● What is expected
Please say how many lines of the entries below contain the word "between", and leave out everything else.

** Opening Material to process block **

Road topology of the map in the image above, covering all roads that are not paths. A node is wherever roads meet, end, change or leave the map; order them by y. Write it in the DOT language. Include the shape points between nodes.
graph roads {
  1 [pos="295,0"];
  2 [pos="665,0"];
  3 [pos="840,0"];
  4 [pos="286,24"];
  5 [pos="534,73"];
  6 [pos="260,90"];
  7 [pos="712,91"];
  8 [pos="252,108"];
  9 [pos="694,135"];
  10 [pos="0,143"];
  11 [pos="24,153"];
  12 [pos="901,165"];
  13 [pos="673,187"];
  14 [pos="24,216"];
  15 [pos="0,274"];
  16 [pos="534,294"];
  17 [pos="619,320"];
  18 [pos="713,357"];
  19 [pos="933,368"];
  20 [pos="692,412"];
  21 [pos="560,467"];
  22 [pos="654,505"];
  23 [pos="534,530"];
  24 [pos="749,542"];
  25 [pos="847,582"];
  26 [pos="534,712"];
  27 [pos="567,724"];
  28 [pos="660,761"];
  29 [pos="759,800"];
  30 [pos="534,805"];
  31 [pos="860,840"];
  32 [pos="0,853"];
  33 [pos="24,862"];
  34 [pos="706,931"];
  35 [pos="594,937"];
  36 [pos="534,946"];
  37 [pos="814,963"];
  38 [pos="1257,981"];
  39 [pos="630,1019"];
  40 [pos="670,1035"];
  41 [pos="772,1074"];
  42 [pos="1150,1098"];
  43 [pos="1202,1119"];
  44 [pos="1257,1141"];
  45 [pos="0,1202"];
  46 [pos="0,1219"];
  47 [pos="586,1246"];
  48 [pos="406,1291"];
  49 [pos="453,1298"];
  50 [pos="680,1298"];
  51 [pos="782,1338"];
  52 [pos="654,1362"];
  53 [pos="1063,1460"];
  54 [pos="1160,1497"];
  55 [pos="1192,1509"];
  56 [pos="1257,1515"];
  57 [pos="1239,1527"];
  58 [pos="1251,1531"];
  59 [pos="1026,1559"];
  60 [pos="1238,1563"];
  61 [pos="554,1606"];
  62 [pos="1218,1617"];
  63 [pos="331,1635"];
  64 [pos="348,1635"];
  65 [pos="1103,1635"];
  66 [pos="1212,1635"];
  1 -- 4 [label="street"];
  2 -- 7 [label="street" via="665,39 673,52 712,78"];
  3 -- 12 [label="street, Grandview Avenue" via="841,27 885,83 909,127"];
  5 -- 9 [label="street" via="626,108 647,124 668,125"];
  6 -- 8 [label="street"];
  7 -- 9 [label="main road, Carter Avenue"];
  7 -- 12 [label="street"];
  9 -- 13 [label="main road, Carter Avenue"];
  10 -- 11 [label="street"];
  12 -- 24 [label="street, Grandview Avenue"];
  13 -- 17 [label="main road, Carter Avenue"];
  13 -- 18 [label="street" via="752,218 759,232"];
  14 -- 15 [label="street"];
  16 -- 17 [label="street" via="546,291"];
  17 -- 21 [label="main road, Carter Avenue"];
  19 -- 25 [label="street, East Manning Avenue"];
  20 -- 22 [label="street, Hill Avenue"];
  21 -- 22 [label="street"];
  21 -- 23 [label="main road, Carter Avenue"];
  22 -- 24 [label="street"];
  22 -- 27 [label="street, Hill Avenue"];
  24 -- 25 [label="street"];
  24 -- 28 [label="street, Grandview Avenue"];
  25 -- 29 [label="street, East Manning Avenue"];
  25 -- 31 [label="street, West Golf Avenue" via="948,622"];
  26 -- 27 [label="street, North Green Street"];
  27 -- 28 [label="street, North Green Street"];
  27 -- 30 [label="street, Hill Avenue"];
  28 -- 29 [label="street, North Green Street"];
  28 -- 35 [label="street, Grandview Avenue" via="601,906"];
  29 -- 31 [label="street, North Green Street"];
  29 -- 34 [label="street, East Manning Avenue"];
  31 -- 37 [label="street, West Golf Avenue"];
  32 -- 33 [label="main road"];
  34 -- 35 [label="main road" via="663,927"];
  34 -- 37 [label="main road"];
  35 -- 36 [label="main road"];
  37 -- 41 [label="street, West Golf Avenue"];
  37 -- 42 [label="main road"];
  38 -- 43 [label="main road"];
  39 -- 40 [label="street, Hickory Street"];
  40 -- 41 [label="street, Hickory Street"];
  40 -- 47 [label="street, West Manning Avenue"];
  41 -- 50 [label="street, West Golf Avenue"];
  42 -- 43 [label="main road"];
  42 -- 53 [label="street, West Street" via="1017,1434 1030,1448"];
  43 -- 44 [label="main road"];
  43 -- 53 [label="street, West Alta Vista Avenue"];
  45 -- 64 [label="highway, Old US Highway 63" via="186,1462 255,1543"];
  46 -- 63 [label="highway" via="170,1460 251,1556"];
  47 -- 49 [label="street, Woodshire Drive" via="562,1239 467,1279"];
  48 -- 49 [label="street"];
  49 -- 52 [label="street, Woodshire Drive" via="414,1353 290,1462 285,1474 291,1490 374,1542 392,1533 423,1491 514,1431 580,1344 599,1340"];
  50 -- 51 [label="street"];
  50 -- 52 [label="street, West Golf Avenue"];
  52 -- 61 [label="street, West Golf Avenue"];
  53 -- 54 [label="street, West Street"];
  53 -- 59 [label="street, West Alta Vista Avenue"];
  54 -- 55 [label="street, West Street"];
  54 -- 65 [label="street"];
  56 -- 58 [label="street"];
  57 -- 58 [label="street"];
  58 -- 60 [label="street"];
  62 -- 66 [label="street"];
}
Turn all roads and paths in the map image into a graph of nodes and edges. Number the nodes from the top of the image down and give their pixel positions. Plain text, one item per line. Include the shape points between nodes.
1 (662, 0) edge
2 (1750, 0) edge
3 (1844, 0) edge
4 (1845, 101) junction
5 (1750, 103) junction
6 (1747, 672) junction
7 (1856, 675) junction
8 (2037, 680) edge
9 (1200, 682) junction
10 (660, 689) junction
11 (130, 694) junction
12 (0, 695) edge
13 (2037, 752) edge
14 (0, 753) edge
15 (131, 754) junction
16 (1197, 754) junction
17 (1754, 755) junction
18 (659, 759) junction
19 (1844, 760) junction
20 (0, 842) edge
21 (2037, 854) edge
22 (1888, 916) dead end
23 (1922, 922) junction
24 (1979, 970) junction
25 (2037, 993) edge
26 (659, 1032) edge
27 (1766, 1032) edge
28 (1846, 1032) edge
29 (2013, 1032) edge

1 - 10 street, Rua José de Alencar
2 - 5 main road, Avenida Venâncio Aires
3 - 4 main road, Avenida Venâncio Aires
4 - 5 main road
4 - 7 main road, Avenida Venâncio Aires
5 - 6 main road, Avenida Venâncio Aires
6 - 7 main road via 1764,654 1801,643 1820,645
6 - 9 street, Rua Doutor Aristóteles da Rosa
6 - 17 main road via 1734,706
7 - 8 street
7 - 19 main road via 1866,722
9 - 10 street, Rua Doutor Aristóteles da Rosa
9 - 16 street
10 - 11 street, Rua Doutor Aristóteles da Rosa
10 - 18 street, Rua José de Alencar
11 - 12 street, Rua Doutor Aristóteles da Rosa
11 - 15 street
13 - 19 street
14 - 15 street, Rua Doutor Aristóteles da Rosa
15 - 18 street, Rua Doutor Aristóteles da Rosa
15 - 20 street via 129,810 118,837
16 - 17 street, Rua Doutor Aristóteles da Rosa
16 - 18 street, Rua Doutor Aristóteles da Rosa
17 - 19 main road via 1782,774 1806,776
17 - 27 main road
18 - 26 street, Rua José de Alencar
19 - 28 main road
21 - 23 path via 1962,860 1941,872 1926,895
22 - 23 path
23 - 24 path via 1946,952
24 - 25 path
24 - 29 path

** Closing Material to process block **

● Expected answer
2